Lessons for Employers on Call-In Requirements From a Rather Troubling FMLA/ADA Decision


It is well-established that, under both the Family and Medical Leave Act and the Americans with Disabilities Act, employers may require employees to comply with normal call-in requirements, “absent unusual circumstances.” Additionally, employees are required to respond to an employer’s reasonable questions about a leave request and failure to do so may result in denial of FMLA leave. But a recent case from the U.S. Court of Appeals from the Sixth Circuit would apply a high standard for enforcing that requirement and offers other guidance for employers.

Background of the Case. In Crispell v. FCA US, LLC, the employee was approved for intermittent FMLA leave for mental health issues. Under employer policy, as negotiated with the union, failure to call in 30 minutes before their start time for any absence or tardiness would result in disciplinary action, unless the employee could provide an explanation for why they could not comply. Supervisors also had discretion to excuse the failure. Here, the employee received discipline for several incidents where she called in less than 30 minutes before her start. After each incident, she submitted a letter from her doctor that simply stated her “covered illness” was the reason she could not comply but, according to the employer, she refused to provide any further reason for why she failed to meet the call-in requirement. Following her termination for another tardiness event where she was 3 minutes late to work, she sued. The federal district court dismissed all of her claims.

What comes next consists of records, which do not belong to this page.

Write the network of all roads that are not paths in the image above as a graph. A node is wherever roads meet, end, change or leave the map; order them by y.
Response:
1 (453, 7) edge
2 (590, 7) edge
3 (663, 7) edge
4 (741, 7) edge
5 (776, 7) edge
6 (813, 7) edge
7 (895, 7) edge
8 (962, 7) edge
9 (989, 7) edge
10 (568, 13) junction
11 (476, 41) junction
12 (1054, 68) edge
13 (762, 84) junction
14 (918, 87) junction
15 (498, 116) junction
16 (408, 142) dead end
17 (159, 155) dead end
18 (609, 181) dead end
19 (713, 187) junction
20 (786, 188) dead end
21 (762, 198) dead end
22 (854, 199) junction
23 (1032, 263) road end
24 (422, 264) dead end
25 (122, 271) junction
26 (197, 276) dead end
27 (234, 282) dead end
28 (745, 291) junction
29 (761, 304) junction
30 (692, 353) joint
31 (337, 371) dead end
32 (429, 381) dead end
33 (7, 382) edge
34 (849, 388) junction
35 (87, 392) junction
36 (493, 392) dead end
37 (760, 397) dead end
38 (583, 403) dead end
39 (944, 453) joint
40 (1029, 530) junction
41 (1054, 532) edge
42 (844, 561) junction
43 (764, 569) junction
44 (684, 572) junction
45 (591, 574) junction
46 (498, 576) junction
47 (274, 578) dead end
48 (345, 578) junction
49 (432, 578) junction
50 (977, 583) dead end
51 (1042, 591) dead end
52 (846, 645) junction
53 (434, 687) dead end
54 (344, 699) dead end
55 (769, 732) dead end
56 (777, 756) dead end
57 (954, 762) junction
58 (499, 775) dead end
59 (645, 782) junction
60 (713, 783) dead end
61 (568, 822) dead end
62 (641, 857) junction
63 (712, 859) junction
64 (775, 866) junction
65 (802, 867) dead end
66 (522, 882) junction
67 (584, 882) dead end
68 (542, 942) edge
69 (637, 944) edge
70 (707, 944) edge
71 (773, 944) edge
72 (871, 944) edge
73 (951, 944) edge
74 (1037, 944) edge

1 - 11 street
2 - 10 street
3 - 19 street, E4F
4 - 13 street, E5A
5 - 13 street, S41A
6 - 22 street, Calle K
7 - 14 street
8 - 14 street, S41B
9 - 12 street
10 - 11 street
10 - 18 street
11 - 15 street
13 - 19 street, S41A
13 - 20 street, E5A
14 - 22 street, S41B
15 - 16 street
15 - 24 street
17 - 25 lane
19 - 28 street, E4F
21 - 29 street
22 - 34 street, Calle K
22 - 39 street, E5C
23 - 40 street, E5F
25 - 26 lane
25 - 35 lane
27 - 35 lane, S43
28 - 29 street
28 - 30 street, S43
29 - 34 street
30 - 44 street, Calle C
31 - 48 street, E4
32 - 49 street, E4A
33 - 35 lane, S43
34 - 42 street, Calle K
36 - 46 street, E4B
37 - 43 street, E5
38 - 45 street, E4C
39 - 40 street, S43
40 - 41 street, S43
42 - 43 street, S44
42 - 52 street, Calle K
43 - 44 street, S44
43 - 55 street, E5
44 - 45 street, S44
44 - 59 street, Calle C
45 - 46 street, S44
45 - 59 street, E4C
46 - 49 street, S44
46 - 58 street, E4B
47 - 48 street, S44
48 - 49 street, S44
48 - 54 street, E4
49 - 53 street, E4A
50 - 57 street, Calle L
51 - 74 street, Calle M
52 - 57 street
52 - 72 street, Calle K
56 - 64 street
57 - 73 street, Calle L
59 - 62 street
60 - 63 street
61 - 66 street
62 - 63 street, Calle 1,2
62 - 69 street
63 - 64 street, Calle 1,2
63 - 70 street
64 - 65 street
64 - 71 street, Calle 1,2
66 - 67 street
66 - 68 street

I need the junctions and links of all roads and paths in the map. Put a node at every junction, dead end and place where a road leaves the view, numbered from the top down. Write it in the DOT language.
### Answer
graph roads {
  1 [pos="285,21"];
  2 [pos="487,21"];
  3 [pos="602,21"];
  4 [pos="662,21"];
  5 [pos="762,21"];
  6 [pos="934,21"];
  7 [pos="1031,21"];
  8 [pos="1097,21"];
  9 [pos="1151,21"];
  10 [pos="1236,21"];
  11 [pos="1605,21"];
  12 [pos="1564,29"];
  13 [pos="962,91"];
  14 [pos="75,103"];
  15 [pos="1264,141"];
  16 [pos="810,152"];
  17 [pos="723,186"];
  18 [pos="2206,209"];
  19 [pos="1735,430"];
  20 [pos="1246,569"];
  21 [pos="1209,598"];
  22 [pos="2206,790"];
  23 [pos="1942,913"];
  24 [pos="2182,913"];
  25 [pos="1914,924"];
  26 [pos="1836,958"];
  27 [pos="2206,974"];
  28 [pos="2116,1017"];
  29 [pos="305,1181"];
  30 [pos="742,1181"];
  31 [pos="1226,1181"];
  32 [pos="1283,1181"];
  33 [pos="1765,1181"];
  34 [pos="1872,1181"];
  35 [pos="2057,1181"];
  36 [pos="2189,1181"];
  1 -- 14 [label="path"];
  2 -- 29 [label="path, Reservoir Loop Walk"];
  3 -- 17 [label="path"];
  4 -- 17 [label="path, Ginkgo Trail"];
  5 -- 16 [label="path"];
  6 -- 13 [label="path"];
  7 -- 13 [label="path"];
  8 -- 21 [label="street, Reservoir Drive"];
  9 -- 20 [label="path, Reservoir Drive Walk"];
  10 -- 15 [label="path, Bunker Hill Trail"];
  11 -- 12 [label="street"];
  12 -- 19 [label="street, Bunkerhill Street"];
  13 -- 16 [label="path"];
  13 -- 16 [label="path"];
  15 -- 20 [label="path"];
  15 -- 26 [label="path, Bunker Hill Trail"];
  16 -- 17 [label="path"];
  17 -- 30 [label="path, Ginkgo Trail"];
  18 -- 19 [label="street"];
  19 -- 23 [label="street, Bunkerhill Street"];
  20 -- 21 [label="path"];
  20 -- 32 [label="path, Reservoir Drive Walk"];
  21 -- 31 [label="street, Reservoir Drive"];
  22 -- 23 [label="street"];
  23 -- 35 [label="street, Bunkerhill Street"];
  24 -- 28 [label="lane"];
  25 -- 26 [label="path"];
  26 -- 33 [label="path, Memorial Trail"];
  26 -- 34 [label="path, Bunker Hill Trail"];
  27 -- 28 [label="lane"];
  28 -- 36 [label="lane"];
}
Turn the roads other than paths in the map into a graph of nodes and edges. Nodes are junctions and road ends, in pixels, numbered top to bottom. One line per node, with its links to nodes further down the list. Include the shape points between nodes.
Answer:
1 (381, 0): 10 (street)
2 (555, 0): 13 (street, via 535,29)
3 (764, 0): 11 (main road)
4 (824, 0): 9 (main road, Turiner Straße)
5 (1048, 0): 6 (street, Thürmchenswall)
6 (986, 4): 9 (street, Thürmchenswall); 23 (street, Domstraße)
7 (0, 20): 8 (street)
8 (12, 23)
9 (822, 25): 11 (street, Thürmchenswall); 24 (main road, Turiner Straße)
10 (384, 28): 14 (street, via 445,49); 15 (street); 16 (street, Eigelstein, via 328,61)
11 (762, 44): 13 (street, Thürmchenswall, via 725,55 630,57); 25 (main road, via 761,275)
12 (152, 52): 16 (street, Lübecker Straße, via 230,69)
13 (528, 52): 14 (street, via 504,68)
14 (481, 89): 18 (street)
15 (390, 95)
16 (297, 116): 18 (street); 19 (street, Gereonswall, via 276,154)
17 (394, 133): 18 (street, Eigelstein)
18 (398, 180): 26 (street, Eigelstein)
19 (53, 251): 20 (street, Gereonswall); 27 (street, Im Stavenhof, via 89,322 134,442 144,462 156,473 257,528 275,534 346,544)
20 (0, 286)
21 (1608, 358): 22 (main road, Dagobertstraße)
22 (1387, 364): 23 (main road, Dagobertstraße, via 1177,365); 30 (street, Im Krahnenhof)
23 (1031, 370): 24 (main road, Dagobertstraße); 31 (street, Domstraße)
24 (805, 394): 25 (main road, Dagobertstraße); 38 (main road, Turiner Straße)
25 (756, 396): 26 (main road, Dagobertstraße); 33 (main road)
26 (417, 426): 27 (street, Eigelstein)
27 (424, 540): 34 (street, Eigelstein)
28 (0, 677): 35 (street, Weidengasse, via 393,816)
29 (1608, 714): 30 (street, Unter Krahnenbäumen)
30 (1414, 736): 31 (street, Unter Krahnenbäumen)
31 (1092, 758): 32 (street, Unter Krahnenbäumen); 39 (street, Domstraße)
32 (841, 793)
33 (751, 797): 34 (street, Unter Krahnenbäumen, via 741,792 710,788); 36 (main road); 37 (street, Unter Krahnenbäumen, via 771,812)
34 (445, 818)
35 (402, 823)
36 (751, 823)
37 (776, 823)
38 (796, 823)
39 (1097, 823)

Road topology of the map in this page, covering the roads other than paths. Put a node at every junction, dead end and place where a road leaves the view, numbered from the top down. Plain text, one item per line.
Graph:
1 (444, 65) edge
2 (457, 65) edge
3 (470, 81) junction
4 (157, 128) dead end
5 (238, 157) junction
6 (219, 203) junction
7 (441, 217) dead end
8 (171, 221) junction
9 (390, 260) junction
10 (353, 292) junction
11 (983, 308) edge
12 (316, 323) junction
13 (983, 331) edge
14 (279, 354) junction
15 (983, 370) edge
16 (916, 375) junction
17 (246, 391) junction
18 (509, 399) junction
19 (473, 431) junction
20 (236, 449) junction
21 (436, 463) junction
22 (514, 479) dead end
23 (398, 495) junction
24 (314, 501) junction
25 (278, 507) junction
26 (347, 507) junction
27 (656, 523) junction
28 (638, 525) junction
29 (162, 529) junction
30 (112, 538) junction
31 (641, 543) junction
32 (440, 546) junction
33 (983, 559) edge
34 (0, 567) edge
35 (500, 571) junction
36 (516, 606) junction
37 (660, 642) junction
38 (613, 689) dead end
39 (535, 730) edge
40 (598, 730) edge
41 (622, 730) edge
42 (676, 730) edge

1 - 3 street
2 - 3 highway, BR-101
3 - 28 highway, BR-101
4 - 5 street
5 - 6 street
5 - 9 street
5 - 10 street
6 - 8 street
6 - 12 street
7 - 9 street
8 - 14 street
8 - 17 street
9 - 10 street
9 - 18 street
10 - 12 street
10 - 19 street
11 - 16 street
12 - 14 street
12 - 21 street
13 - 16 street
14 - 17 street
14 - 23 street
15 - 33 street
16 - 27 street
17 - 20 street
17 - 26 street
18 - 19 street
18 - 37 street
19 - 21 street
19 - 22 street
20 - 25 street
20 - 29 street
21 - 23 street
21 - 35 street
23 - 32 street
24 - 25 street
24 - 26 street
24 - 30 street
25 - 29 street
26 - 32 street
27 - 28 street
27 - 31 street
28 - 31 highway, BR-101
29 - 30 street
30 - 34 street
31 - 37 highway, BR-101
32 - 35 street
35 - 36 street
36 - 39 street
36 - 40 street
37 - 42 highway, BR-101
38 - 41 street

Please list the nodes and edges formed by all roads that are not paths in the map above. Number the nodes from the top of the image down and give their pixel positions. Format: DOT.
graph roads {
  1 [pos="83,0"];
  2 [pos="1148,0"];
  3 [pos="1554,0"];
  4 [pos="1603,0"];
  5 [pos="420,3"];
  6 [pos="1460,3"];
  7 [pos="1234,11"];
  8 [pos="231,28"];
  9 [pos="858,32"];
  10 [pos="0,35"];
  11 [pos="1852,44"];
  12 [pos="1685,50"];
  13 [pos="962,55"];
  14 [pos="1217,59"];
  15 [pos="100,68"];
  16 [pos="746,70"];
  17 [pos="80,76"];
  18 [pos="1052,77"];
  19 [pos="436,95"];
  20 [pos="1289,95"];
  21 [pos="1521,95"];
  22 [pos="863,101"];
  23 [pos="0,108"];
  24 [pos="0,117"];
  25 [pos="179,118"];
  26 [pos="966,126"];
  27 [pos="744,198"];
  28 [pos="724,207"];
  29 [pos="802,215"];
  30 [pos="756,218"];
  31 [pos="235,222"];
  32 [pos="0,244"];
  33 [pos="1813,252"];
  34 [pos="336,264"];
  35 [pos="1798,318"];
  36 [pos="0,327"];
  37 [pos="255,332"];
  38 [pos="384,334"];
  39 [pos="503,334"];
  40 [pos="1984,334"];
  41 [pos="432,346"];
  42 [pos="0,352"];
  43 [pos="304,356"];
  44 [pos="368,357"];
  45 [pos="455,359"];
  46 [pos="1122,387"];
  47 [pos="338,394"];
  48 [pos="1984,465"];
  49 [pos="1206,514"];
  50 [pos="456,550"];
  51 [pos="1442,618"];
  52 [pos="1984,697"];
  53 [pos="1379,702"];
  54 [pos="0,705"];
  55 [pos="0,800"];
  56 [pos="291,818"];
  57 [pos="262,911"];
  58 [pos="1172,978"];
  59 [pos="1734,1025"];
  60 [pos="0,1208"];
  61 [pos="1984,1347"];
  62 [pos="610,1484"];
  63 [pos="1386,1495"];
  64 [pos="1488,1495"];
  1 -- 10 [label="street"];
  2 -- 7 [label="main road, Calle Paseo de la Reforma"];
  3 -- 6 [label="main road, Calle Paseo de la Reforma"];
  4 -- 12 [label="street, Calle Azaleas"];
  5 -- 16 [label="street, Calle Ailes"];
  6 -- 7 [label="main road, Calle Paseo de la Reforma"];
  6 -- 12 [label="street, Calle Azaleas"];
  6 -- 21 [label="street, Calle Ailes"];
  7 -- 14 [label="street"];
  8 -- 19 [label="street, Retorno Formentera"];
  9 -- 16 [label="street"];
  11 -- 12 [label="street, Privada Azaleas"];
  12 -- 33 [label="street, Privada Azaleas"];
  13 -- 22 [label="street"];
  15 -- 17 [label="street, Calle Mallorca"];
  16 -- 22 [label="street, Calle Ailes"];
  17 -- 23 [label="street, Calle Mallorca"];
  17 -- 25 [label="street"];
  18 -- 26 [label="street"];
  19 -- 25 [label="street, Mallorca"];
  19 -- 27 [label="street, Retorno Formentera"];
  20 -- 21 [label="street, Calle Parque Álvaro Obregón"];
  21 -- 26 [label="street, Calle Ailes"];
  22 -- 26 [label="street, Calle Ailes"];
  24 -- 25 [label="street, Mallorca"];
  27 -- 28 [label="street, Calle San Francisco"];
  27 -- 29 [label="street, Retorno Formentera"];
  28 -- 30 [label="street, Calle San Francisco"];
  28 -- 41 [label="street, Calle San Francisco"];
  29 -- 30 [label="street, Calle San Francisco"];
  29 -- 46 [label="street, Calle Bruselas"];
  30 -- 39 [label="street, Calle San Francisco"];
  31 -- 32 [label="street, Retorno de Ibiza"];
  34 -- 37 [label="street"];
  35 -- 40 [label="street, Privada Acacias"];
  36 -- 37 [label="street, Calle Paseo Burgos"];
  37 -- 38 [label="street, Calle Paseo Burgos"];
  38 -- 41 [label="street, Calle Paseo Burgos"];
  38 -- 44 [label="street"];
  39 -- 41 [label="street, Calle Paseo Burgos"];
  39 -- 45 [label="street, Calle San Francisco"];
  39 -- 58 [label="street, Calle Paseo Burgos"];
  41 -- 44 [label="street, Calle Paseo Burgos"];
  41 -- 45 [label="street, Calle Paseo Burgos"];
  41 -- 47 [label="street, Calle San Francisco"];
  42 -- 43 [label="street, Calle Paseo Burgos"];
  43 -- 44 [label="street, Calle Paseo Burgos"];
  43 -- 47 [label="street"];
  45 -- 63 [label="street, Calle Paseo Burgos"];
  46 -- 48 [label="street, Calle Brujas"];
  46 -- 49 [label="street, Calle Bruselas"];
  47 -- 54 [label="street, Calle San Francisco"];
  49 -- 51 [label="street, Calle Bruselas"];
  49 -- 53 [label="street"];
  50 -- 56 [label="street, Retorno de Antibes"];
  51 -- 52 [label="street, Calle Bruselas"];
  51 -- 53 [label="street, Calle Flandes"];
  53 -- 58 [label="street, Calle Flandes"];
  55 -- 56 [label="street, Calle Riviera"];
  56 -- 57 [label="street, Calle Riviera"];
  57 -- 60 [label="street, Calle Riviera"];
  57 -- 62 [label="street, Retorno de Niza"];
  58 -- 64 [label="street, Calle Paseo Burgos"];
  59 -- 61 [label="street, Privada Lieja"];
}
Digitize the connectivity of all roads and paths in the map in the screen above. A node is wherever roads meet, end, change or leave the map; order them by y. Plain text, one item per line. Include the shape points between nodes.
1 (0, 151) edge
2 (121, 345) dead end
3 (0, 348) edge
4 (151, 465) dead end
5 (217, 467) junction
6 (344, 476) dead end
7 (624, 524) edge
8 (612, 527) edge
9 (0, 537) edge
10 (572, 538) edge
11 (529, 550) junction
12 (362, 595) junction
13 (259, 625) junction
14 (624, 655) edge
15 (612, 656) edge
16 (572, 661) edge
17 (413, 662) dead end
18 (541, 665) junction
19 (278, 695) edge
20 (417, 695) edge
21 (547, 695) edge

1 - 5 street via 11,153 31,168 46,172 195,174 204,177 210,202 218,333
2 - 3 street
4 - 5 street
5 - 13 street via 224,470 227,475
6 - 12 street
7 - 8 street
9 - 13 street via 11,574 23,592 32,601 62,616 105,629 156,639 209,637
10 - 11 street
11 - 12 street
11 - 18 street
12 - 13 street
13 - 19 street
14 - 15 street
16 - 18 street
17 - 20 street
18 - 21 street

The Court’s Decision. The Sixth Circuit (with one of the three judges on the panel vehemently dissenting), however, reinstated her case, finding that there were circumstances that excused her failure to meet the call-in requirement, in that she submitted letters from her doctor that cited her illness as the reason for her non-compliance and that the employer already knew the details of her medical condition. Although the Sixth Circuit acknowledged that “additional details of [the employee’s] symptoms” regarding the tardiness events in question “may have been helpful,” it found that a jury could reasonably conclude that the doctor’s letters were sufficient to constitute unusual circumstances that excused her failure to comply. In addition, because the employee disputed whether the employer requested additional information, this was an issue that should have been left for a jury to decide.

Lessons for Employers. Interestingly, the Sixth Circuit issued this as an “unpublished” opinion, meaning that it does not establish legal precedent for other employers and employees. Nonetheless, the Sixth Circuit’s approach contains lessons for employers, including the following:

  • Establish clear, written call-in procedures for when an employee will be late or absent, and state that these procedures apply when employees are calling out for FMLA or ADA reasons.
  • Enforce the call-in requirements consistently. Allowing supervisors to exercise general discretion over when or how to enforce such requirements may result in findings that they are being enforced unfairly in FMLA or ADA situations. For example, here the employee was fired after being 3 minutes late, but another employee who was also 3 minutes late was not disciplined, which suggested that the employee was being treated less favorably.
  • Excuse non-compliance where there are “unusual circumstances” that prevent the employee from calling-in timely. Under this case, however, the Sixth Circuit would find that providing a doctor’s note vaguely explaining that the employee’s condition is the reason for the inability to call in might be sufficient to constitute “unusual circumstances.” It does not appear that other courts would necessarily agree, but risk-averse employers should perhaps err on the side of excusing the failure where there is at least some medical input.
  • If additional information is needed to clarify whether the incident is FMLA- or ADA-covered, put the request in writing. Here, because the employer’s request was only verbal, the employee could create a dispute of fact by arguing that it never happened.